72 Whether or not the error is jurisdictional also depends on whether the evidence is material, that is to say, whether there is a realistic possibility the outcome could have been different had the Tribunal taken it into account: SZMTA at [4], [45] (Bell, Gageler and Keane JJ). In determining the answer to that question, the remarks made in Minister for Immigration, Citizenship, Migrant Services and Multicultural Affairs v FAK19 [2021] FCAFC 153 at [174] (Kerr and Mortimer JJ, Allsop CJ agreeing at [1]) must be borne in mind:
This Court cannot substitute itself in the undertaking of such an evaluative task. In undertaking an assessment on materiality, where there are reasonable and rational choices to be made in fact finding, it is not appropriate for the supervising court to attempt to place itself in the mind of the Tribunal, and speculate about what would or could have changed a particular Tribunal's mind. To do so brings the court into the merits of the decision. Rather, the supervising court must assume a Tribunal acting fairly and reasonably, with a mind open to persuasion, would give active and genuine consideration to all matters relevant to its review, including the matter which was erroneously omitted, or misconceived, and which caused it to exceed its jurisdiction. See generally Martincevic v Commonwealth [2007] FCAFC 164; 164 FCR 45 at [67]-[68], Chamoun v Minister for Immigration, Citizenship, Migrant Services and Multicultural Affairs [2020] FCAFC 66; 276 FCR 75 at [70]; PQSM v Minister for Home Affairs [2020] FCAFC 125; 279 FCR 175 at [69]-[73].

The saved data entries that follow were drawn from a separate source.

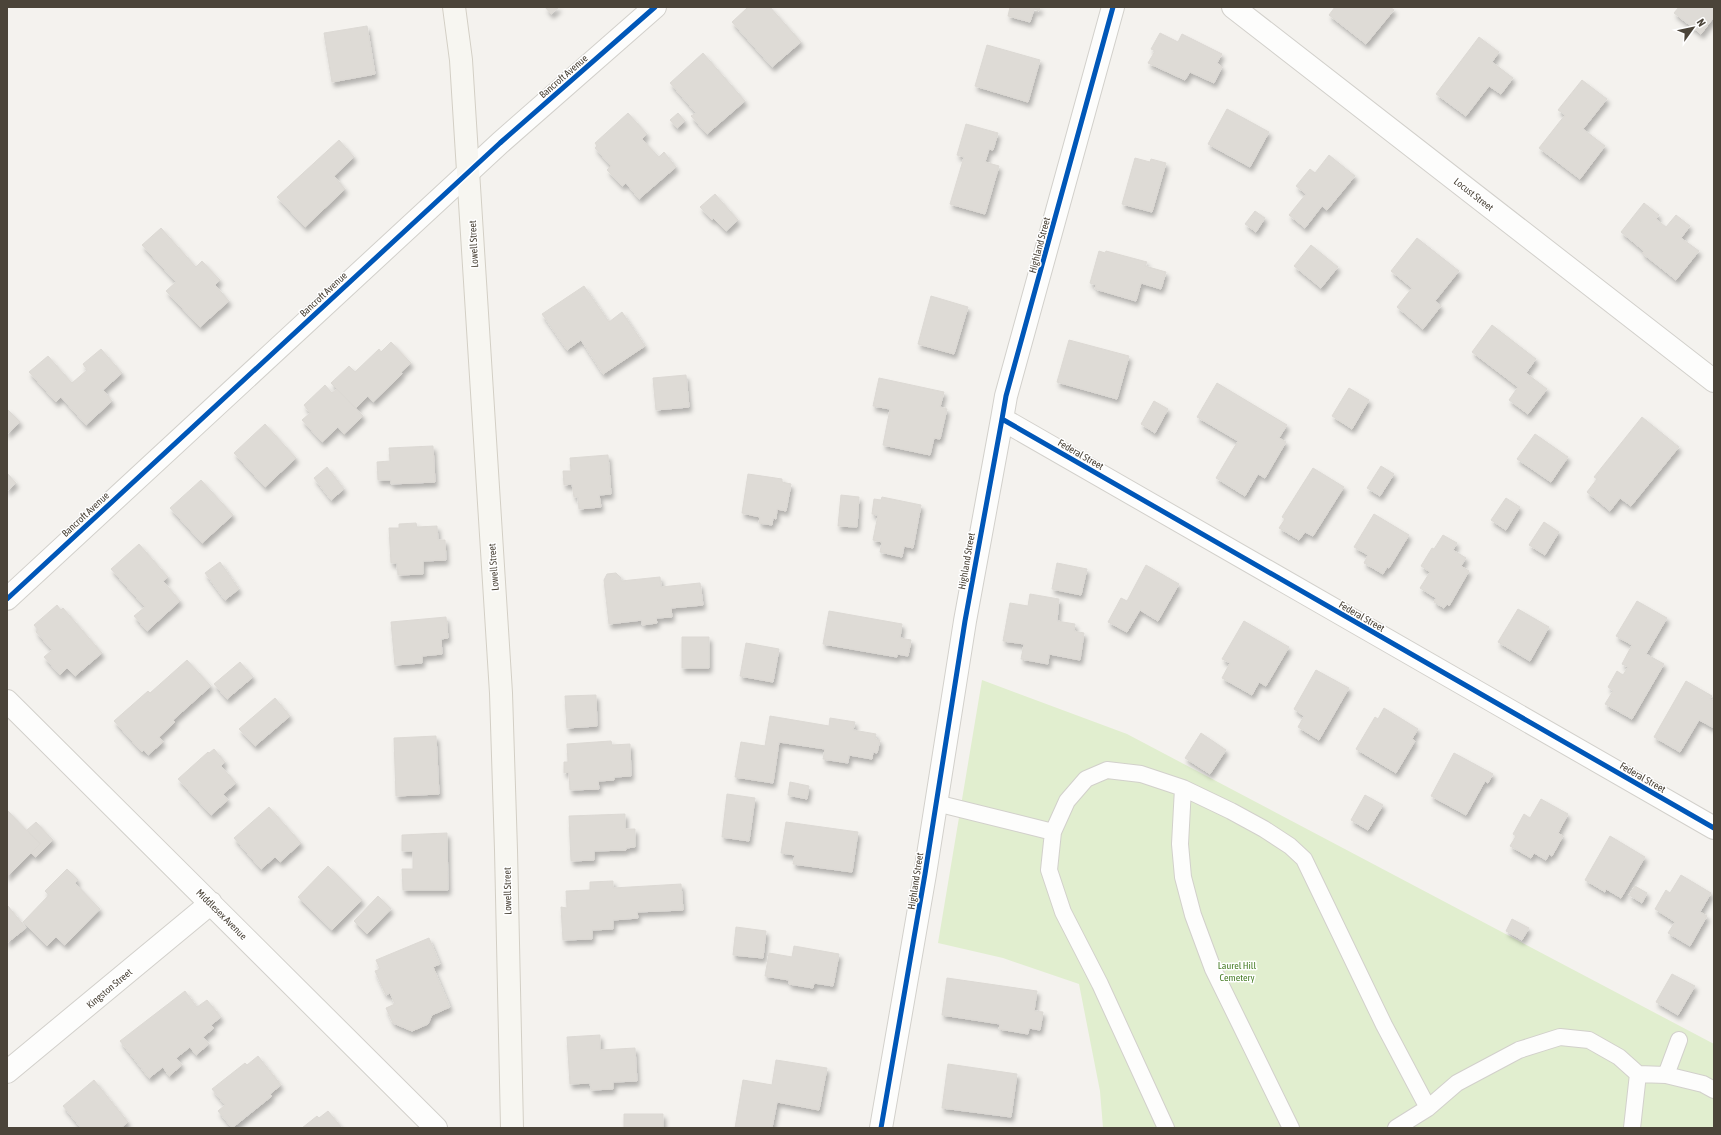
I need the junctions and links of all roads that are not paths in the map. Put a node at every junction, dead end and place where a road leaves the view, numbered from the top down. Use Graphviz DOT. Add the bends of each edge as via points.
graph roads {
  1 [pos="454,7"];
  2 [pos="655,7"];
  3 [pos="1114,7"];
  4 [pos="1233,7"];
  5 [pos="469,172"];
  6 [pos="1714,381"];
  7 [pos="1002,419"];
  8 [pos="7,599"];
  9 [pos="7,701"];
  10 [pos="1183,788"];
  11 [pos="936,803"];
  12 [pos="1714,828"];
  13 [pos="1053,832"];
  14 [pos="211,903"];
  15 [pos="1678,1040"];
  16 [pos="7,1072"];
  17 [pos="1638,1074"];
  18 [pos="1666,1076"];
  19 [pos="1714,1090"];
  20 [pos="1428,1108"];
  21 [pos="436,1128"];
  22 [pos="512,1128"];
  23 [pos="881,1128"];
  24 [pos="1166,1128"];
  25 [pos="1291,1128"];
  26 [pos="1396,1128"];
  27 [pos="1632,1128"];
  1 -- 5 [label="main road, Lowell Street" via="462,60"];
  2 -- 5 [label="street, Bancroft Avenue"];
  3 -- 7 [label="street, Highland Street" via="1006,396"];
  4 -- 6 [label="street, Locust Street"];
  5 -- 8 [label="street, Bancroft Avenue"];
  5 -- 22 [label="main road, Lowell Street" via="501,693"];
  7 -- 11 [label="street, Highland Street" via="964,621"];
  7 -- 12 [label="street, Federal Street"];
  9 -- 14 [label="street, Middlesex Avenue"];
  10 -- 13 [label="lane" via="1141,774 1106,770 1086,779 1067,801"];
  10 -- 20 [label="lane" via="1264,829 1304,859 1384,1025"];
  10 -- 25 [label="lane" via="1180,844 1183,877 1192,915 1213,969"];
  11 -- 13 [label="lane"];
  11 -- 23 [label="street, Highland Street"];
  13 -- 24 [label="lane" via="1049,870 1063,912 1100,984"];
  14 -- 16 [label="street, Kingston Street"];
  14 -- 21 [label="street, Middlesex Avenue"];
  15 -- 18 [label="lane"];
  17 -- 18 [label="lane"];
  17 -- 20 [label="lane" via="1619,1058 1589,1040 1560,1037 1519,1050 1457,1083"];
  17 -- 27 [label="lane"];
  18 -- 19 [label="lane" via="1703,1084"];
  20 -- 26 [label="lane"];
}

73 Although the Tribunal might ultimately have placed little weight on Dr Pattni's evidence for any one of a number of reasons, "a Tribunal acting fairly and reasonably, with a mind open to persuasion", could conceivably have come to a different conclusion if it had taken the evidence into account. That is because the evidence could have affected the weight it attached to the primary consideration of the best interests of the children and therefore the weight it attached to the other considerations: cf. Dunasemant v Minister for Immigration, Citizenship, Migrant Services and Multicultural Affairs [2022] FCAFC 13 at [60] (Davies, Rangiah and Cheeseman JJ). By failing to take it into account, the Tribunal failed to complete its statutory task and so fell into jurisdictional error.
74 It follows that ground 2(a) of the amended notice of appeal is made out.